Abstract
The prognosis for female patients with locoregionally recurrent breast cancer has improved with the concurrent local and systemic treatment under multiple disciplinary teams. Radiotherapy is a valuable local treatment measure for unresectable locoregional recurrent breast cancer; however, reirradiation in previously irradiated areas is still a matter of debate. Antihormonal therapy achieves an overall survival benefit for most of these patients with estrogen receptor-positive (ER+) breast cancer in both adjuvant and metastatic settings. Fulvestrant is an ER antagonist and selective ER downregulator widely used in antihormonal therapy, especially in recurrent postmenopausal ER+ breast cancers. However, fulvestrant closely resembles 17β-estradiol in its molecular structure which may result in false increases in serum 17β-estradiol levels in commercially available immunoassays leading to incorrect medical decisions. Herein, we report a case of a 57-year-old postmenopausal patient with recurrent ER+ breast cancer treated with concurrent fulvestrant and reirradiation. There was a good clinical response, and the combination treatment was well tolerable. During the quarterly follow-up, we monitored a gradual increase of the serum 17β-estradiol level in immunoassays, unexpectedly, because the patient underwent natural menopause 8 years ago. To rule out the suspected fulvestrant cross-reactivity with 17β-estradiol in immunoassay, the patient’s serum 17β-estradiol levels were subsequently tested with the more sensitive and specific liquid chromatography-mass spectrometry (LC-MS) method, which confirmed 17β-estradiol levels at the postmenopausal level.
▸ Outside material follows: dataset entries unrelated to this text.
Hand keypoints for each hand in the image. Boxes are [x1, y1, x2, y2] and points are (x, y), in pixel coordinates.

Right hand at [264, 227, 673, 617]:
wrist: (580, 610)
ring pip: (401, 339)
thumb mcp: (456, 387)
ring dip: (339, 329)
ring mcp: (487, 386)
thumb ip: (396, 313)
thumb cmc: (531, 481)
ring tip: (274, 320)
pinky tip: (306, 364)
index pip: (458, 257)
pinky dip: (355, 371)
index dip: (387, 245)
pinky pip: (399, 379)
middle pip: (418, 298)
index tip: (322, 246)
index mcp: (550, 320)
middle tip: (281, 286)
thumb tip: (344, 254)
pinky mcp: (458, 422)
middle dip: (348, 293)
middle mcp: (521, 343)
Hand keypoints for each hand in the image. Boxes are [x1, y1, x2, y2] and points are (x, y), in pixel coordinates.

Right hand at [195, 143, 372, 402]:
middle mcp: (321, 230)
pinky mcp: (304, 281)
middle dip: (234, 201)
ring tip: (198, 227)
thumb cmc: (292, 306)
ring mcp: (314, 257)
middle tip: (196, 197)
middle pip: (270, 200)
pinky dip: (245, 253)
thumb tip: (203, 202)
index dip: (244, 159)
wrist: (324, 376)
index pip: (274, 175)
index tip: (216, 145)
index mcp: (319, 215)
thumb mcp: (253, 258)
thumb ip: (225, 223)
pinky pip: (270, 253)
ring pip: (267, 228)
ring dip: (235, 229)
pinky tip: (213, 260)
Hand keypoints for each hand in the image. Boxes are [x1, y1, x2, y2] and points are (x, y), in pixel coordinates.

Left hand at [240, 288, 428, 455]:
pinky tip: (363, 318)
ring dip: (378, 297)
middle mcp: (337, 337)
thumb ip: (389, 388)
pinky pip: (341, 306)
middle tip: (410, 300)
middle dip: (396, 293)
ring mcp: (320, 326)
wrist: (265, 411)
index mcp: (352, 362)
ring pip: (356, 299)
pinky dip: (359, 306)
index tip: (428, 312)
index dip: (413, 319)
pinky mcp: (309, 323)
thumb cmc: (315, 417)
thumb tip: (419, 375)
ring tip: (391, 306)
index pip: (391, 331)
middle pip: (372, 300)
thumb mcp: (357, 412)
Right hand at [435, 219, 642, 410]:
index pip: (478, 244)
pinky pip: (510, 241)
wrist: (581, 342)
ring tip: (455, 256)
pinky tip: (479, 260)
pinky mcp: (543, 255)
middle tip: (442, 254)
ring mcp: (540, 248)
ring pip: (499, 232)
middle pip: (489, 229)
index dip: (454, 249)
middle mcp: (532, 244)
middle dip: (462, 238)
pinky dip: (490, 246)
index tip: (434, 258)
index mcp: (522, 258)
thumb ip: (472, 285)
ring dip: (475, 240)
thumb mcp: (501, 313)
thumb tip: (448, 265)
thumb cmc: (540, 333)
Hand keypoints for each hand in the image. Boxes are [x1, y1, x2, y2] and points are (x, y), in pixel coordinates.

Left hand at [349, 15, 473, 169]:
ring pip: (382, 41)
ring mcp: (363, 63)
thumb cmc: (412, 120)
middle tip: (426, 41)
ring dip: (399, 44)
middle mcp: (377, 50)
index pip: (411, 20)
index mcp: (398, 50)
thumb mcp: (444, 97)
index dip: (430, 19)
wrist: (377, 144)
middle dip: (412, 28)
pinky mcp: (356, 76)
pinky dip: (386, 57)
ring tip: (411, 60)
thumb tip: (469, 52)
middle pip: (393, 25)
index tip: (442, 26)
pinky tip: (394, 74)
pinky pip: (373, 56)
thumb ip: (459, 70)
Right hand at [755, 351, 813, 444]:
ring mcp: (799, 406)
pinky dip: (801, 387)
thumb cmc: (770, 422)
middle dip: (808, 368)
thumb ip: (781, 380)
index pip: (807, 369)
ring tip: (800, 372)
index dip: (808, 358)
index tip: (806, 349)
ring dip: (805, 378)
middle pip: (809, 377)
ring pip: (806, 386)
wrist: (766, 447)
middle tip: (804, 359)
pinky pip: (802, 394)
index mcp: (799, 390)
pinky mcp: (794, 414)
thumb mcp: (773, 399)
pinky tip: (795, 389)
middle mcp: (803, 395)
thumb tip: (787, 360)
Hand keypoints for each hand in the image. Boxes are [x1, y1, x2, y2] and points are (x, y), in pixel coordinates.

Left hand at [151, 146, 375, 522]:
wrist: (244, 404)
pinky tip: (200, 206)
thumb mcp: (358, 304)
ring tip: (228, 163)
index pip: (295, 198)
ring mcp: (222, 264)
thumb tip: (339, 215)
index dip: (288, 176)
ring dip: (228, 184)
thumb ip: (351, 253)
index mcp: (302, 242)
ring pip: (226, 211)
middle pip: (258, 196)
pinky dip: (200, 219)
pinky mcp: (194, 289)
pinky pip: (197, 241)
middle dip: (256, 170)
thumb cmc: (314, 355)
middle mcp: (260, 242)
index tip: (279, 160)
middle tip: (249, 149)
Concomitant fulvestrant with reirradiation seems to be a safe and effective therapy for locoregionally recurrent ER+ breast cancer. However, a falsely increased 17β-estradiol may result from cross-reactivity between 17β-estradiol and its molecular analog compounds, for example, fulvestrant. Therefore, it is important for the clinicians with the knowledge of this interaction to prevent unnecessary erroneous interpretation of results and avoid wrong medical decisions.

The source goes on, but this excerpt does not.